Dairy Processing and Quality Assurance PDF Author: Ramesh C. Chandan
Publisher: John Wiley & Sons
ISBN: 1118810309
Category : Technology & Engineering
Languages : en
Pages : 696

Book Description
Dairy Processing and Quality Assurance, Second Edition describes the processing and manufacturing stages of market milk and major dairy products, from the receipt of raw materials to the packaging of the products, including the quality assurance aspects. The book begins with an overview of the dairy industry, dairy production and consumption trends. Next are discussions related to chemical, physical and functional properties of milk; microbiological considerations involved in milk processing; regulatory compliance; transportation to processing plants; and the ingredients used in manufacture of dairy products. The main section of the book is dedicated to processing and production of fluid milk products; cultured milk including yogurt; butter and spreads; cheese; evaporated and condensed milk; dry milks; whey and whey products; ice cream and frozen desserts; chilled dairy desserts; nutrition and health; sensory evaluation; new product development strategies; packaging systems; non-thermal preservation technologies; safety and quality management systems; and dairy laboratory analytical techniques. This fully revised and updated edition highlights the developments which have taken place in the dairy industry since 2008. The book notably includes: New regulatory developments The latest market trends New processing developments, particularly with regard to yogurt and cheese products Functional aspects of probiotics, prebiotics and synbiotics A new chapter on the sensory evaluation of dairy products Intended for professionals in the dairy industry, Dairy Processing and Quality Assurance, Second Edition, will also appeal to researchers, educators and students of dairy science for its contemporary information and experience-based applications.
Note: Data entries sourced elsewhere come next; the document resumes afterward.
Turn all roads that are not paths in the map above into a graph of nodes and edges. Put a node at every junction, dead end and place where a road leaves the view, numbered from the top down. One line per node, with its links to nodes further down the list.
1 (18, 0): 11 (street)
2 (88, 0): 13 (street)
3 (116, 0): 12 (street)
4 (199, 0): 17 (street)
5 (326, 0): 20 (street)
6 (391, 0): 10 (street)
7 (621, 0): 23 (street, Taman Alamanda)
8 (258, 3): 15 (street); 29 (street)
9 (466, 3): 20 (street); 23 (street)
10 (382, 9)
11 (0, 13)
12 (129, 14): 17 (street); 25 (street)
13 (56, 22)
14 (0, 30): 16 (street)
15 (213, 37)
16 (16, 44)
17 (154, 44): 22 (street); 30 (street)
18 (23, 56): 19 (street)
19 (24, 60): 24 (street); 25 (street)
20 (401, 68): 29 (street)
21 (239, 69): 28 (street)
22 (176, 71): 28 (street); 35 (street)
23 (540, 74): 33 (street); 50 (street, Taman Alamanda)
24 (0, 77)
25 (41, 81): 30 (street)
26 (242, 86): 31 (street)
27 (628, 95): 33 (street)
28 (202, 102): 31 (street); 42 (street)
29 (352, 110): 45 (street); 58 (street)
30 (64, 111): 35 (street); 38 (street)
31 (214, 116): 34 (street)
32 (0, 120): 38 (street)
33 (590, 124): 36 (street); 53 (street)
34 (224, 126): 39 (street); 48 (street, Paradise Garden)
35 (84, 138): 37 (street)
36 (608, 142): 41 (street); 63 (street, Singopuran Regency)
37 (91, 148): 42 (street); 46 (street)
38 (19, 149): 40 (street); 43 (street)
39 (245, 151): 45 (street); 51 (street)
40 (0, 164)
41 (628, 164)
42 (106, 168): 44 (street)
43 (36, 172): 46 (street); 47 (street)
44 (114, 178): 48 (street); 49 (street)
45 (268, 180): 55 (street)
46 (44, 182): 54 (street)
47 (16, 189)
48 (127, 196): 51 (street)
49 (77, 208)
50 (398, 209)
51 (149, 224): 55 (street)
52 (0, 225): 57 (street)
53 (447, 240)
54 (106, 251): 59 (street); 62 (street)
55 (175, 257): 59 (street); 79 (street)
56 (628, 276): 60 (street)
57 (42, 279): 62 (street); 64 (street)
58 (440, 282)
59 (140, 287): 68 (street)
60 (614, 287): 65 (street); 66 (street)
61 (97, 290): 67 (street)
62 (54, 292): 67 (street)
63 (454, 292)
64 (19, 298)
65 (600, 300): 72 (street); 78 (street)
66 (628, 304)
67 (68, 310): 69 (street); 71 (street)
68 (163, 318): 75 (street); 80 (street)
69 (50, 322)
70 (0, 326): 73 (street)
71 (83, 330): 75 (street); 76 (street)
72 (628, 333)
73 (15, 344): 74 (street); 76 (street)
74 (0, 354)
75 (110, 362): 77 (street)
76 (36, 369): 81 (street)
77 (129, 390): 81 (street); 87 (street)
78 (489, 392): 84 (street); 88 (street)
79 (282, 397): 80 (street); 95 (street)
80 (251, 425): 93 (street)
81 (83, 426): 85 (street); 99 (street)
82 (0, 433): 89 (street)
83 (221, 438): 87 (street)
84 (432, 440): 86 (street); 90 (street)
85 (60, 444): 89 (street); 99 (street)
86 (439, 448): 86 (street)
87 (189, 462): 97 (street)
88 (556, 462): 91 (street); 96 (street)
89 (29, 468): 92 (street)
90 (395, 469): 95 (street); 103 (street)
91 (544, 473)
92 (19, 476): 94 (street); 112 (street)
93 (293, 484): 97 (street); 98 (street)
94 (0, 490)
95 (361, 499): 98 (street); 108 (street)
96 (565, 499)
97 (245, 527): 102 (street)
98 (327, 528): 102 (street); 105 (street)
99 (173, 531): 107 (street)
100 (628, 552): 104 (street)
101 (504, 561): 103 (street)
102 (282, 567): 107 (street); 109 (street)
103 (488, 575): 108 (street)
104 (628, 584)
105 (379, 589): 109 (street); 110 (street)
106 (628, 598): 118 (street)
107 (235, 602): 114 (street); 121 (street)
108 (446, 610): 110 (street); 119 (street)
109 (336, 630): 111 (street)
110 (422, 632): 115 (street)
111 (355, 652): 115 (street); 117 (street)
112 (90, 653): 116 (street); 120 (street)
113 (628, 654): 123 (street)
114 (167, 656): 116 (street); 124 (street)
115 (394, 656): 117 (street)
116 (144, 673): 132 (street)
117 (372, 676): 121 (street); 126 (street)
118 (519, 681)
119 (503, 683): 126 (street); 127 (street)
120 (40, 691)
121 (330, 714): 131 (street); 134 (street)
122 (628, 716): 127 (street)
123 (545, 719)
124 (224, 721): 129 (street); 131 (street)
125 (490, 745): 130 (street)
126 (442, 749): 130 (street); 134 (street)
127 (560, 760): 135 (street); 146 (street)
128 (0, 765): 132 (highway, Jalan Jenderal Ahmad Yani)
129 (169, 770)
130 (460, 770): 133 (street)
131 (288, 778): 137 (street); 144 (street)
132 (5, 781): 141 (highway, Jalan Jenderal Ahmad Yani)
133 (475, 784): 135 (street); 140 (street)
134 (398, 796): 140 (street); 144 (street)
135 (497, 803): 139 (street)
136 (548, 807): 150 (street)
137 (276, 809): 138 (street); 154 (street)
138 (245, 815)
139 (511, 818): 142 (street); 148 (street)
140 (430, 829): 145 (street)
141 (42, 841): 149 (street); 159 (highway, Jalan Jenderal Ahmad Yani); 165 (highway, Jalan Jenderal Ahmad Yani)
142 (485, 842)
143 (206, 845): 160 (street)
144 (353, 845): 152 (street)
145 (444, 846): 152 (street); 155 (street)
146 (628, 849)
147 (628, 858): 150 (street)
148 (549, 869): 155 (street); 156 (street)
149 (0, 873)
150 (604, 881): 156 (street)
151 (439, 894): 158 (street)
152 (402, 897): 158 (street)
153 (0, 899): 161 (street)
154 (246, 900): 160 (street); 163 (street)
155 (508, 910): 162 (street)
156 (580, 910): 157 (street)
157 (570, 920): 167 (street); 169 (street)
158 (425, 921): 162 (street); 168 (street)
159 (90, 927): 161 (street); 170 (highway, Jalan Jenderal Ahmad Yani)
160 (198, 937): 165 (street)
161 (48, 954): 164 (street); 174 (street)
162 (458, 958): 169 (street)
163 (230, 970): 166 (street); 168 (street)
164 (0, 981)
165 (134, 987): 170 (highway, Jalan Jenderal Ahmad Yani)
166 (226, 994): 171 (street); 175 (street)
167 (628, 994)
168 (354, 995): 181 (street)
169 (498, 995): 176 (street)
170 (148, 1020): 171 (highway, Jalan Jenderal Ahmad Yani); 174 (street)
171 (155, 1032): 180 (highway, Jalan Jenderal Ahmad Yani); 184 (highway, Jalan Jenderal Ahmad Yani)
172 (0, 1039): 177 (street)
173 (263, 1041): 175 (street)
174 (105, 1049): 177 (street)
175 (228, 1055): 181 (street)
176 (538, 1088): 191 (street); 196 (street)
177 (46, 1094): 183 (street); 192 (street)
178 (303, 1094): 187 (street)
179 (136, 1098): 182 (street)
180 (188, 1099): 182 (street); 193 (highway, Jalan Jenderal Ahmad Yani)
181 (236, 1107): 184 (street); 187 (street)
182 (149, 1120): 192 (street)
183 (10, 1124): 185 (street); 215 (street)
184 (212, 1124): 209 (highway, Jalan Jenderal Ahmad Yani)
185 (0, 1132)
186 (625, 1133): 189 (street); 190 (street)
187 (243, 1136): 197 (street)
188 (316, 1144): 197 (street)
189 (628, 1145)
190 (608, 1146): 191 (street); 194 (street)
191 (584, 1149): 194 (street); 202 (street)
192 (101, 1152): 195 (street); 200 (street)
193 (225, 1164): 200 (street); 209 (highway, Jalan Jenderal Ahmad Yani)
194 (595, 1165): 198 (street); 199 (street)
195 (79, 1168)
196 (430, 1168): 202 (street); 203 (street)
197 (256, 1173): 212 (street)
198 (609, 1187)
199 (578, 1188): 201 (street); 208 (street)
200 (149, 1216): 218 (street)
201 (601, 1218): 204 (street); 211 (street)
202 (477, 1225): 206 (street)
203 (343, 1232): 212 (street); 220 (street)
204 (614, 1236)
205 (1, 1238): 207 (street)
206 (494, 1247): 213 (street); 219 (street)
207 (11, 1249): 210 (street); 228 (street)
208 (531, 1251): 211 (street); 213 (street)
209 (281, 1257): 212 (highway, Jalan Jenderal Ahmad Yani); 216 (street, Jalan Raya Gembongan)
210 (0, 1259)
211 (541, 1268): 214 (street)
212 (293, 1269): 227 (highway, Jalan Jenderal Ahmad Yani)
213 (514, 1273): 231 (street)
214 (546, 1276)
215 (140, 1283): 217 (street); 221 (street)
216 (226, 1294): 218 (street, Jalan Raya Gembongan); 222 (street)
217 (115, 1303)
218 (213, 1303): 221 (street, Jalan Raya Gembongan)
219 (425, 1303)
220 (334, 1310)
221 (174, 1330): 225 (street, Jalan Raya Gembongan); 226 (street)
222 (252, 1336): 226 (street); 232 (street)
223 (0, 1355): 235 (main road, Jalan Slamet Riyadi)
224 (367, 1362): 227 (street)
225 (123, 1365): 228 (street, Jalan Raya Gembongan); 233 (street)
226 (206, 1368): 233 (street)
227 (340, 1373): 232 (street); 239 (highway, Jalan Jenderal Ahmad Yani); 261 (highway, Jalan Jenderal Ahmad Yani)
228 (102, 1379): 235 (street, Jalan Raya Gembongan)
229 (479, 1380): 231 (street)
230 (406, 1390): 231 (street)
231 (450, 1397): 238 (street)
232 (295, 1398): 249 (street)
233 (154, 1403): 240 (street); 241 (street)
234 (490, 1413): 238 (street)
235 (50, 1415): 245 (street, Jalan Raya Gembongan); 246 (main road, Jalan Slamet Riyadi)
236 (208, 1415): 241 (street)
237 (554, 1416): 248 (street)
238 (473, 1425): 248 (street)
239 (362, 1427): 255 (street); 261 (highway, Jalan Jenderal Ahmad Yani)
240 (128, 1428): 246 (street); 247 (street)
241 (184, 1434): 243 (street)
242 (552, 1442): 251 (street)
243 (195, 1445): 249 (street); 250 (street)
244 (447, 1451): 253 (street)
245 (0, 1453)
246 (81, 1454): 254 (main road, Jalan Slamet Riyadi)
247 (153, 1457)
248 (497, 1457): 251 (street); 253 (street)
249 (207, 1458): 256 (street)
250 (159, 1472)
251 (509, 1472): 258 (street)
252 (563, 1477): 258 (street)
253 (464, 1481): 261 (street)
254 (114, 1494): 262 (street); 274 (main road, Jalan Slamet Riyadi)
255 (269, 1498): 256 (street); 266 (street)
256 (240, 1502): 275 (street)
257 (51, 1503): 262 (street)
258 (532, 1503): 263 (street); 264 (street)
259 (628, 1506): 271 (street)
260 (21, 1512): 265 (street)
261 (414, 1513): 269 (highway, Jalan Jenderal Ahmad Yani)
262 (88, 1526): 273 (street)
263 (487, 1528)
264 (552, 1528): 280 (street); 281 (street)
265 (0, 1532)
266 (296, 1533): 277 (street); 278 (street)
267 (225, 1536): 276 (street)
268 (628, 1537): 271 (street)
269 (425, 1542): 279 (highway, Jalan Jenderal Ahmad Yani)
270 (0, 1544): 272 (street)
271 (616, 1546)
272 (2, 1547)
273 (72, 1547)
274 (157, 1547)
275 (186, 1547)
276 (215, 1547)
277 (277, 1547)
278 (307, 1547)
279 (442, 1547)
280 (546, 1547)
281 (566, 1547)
Commercial Fisheries Abstracts

Commercial Fisheries Abstracts PDF Author:
Publisher:
ISBN:
Category : Fish trade
Languages : en
Pages : 460

Book Description


Journal of Dairy Science

Journal of Dairy Science PDF Author:
Publisher:
ISBN:
Category : Dairying
Languages : en
Pages : 1198

Book Description


Agrindex

Agrindex PDF Author:
Publisher:
ISBN:
Category : Agriculture
Languages : en
Pages : 1546

Book Description


Chemical and Functional Properties of Food Components, Second Edition

Chemical and Functional Properties of Food Components, Second Edition PDF Author: Zdzislaw E. Sikorski
Publisher: CRC Press
ISBN: 9781587161490
Category : Technology & Engineering
Languages : en
Pages : 388

Book Description
An advanced text/reference, this book provides an overview of the composition, structure, and functionality of key food components and their effects on food product quality. It emphasizes the mechanisms of reactions of components in food systems during storage and processing and their effects on the quality attributes of food products, including nutrition and sensory attributes. International experts provide concise presentations of the current state of knowledge on the content, structure, chemical reactivity, and functional properties of food components. This second edition includes two new chapters covering chemical composition and structure in foods and probiotics in foods.